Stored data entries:
┄┄┄┄┄┄

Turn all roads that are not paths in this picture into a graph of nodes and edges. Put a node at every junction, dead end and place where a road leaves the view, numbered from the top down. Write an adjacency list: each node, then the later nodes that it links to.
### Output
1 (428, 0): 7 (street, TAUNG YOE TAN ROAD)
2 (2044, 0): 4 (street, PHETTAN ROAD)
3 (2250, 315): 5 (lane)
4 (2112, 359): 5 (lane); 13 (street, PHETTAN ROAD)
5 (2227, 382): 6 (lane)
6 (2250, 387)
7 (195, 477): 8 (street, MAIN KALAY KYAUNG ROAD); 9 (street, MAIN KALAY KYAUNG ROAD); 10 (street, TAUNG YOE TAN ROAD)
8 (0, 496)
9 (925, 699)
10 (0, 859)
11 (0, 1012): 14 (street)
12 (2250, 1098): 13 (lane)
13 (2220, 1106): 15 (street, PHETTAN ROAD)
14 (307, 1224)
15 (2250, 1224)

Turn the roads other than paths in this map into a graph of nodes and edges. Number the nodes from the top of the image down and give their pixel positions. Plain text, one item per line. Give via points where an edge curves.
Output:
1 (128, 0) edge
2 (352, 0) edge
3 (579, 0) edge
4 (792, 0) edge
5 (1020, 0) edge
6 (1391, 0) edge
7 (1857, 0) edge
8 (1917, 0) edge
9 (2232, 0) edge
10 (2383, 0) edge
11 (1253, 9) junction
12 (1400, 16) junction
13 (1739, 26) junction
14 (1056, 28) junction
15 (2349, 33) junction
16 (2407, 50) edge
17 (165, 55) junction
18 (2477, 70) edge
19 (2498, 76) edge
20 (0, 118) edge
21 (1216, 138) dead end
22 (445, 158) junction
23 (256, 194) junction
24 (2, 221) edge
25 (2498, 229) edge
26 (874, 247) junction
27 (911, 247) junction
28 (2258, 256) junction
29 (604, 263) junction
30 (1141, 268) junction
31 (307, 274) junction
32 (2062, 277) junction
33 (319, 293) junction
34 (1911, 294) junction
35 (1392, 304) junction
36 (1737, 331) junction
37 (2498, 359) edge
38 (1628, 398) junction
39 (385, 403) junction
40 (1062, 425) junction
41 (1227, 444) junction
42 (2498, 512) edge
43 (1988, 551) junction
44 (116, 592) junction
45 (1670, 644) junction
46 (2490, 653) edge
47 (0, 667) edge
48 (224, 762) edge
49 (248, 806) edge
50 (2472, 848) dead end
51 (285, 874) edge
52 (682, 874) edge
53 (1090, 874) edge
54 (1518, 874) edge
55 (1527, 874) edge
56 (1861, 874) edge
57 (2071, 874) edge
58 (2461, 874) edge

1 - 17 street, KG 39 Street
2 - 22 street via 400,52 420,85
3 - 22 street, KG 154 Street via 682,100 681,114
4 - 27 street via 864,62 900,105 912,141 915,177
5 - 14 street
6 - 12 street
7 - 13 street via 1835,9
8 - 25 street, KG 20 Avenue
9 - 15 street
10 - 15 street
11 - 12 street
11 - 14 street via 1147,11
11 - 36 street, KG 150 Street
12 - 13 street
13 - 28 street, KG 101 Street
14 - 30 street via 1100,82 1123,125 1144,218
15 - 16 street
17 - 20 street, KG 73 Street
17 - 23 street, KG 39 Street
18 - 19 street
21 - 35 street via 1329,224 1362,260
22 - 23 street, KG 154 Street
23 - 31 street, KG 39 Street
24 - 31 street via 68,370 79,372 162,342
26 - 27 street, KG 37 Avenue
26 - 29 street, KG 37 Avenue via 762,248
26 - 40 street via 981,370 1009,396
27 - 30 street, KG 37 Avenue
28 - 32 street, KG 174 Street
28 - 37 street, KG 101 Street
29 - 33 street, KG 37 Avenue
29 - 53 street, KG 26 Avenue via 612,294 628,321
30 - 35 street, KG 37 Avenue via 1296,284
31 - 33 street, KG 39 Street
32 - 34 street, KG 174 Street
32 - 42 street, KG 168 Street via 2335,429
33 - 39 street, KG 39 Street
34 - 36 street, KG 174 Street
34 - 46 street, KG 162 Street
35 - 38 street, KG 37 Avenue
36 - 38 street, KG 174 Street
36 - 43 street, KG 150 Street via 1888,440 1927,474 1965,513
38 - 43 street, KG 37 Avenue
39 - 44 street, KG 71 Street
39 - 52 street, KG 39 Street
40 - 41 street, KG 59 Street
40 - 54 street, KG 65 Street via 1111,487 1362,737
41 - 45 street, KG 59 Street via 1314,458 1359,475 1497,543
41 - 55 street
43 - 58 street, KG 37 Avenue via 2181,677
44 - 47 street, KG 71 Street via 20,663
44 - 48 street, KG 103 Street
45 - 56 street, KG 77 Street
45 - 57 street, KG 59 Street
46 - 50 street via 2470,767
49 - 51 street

┄┄┄┄┄┄

What is expected.
Whatever the entries above contain, reproduce all of them exactly.

Solution to the problem.
Turn all roads that are not paths in this picture into a graph of nodes and edges. Put a node at every junction, dead end and place where a road leaves the view, numbered from the top down. Write an adjacency list: each node, then the later nodes that it links to.
### Output
1 (428, 0): 7 (street, TAUNG YOE TAN ROAD)
2 (2044, 0): 4 (street, PHETTAN ROAD)
3 (2250, 315): 5 (lane)
4 (2112, 359): 5 (lane); 13 (street, PHETTAN ROAD)
5 (2227, 382): 6 (lane)
6 (2250, 387)
7 (195, 477): 8 (street, MAIN KALAY KYAUNG ROAD); 9 (street, MAIN KALAY KYAUNG ROAD); 10 (street, TAUNG YOE TAN ROAD)
8 (0, 496)
9 (925, 699)
10 (0, 859)
11 (0, 1012): 14 (street)
12 (2250, 1098): 13 (lane)
13 (2220, 1106): 15 (street, PHETTAN ROAD)
14 (307, 1224)
15 (2250, 1224)

Turn the roads other than paths in this map into a graph of nodes and edges. Number the nodes from the top of the image down and give their pixel positions. Plain text, one item per line. Give via points where an edge curves.
Output:
1 (128, 0) edge
2 (352, 0) edge
3 (579, 0) edge
4 (792, 0) edge
5 (1020, 0) edge
6 (1391, 0) edge
7 (1857, 0) edge
8 (1917, 0) edge
9 (2232, 0) edge
10 (2383, 0) edge
11 (1253, 9) junction
12 (1400, 16) junction
13 (1739, 26) junction
14 (1056, 28) junction
15 (2349, 33) junction
16 (2407, 50) edge
17 (165, 55) junction
18 (2477, 70) edge
19 (2498, 76) edge
20 (0, 118) edge
21 (1216, 138) dead end
22 (445, 158) junction
23 (256, 194) junction
24 (2, 221) edge
25 (2498, 229) edge
26 (874, 247) junction
27 (911, 247) junction
28 (2258, 256) junction
29 (604, 263) junction
30 (1141, 268) junction
31 (307, 274) junction
32 (2062, 277) junction
33 (319, 293) junction
34 (1911, 294) junction
35 (1392, 304) junction
36 (1737, 331) junction
37 (2498, 359) edge
38 (1628, 398) junction
39 (385, 403) junction
40 (1062, 425) junction
41 (1227, 444) junction
42 (2498, 512) edge
43 (1988, 551) junction
44 (116, 592) junction
45 (1670, 644) junction
46 (2490, 653) edge
47 (0, 667) edge
48 (224, 762) edge
49 (248, 806) edge
50 (2472, 848) dead end
51 (285, 874) edge
52 (682, 874) edge
53 (1090, 874) edge
54 (1518, 874) edge
55 (1527, 874) edge
56 (1861, 874) edge
57 (2071, 874) edge
58 (2461, 874) edge

1 - 17 street, KG 39 Street
2 - 22 street via 400,52 420,85
3 - 22 street, KG 154 Street via 682,100 681,114
4 - 27 street via 864,62 900,105 912,141 915,177
5 - 14 street
6 - 12 street
7 - 13 street via 1835,9
8 - 25 street, KG 20 Avenue
9 - 15 street
10 - 15 street
11 - 12 street
11 - 14 street via 1147,11
11 - 36 street, KG 150 Street
12 - 13 street
13 - 28 street, KG 101 Street
14 - 30 street via 1100,82 1123,125 1144,218
15 - 16 street
17 - 20 street, KG 73 Street
17 - 23 street, KG 39 Street
18 - 19 street
21 - 35 street via 1329,224 1362,260
22 - 23 street, KG 154 Street
23 - 31 street, KG 39 Street
24 - 31 street via 68,370 79,372 162,342
26 - 27 street, KG 37 Avenue
26 - 29 street, KG 37 Avenue via 762,248
26 - 40 street via 981,370 1009,396
27 - 30 street, KG 37 Avenue
28 - 32 street, KG 174 Street
28 - 37 street, KG 101 Street
29 - 33 street, KG 37 Avenue
29 - 53 street, KG 26 Avenue via 612,294 628,321
30 - 35 street, KG 37 Avenue via 1296,284
31 - 33 street, KG 39 Street
32 - 34 street, KG 174 Street
32 - 42 street, KG 168 Street via 2335,429
33 - 39 street, KG 39 Street
34 - 36 street, KG 174 Street
34 - 46 street, KG 162 Street
35 - 38 street, KG 37 Avenue
36 - 38 street, KG 174 Street
36 - 43 street, KG 150 Street via 1888,440 1927,474 1965,513
38 - 43 street, KG 37 Avenue
39 - 44 street, KG 71 Street
39 - 52 street, KG 39 Street
40 - 41 street, KG 59 Street
40 - 54 street, KG 65 Street via 1111,487 1362,737
41 - 45 street, KG 59 Street via 1314,458 1359,475 1497,543
41 - 55 street
43 - 58 street, KG 37 Avenue via 2181,677
44 - 47 street, KG 71 Street via 20,663
44 - 48 street, KG 103 Street
45 - 56 street, KG 77 Street
45 - 57 street, KG 59 Street
46 - 50 street via 2470,767
49 - 51 street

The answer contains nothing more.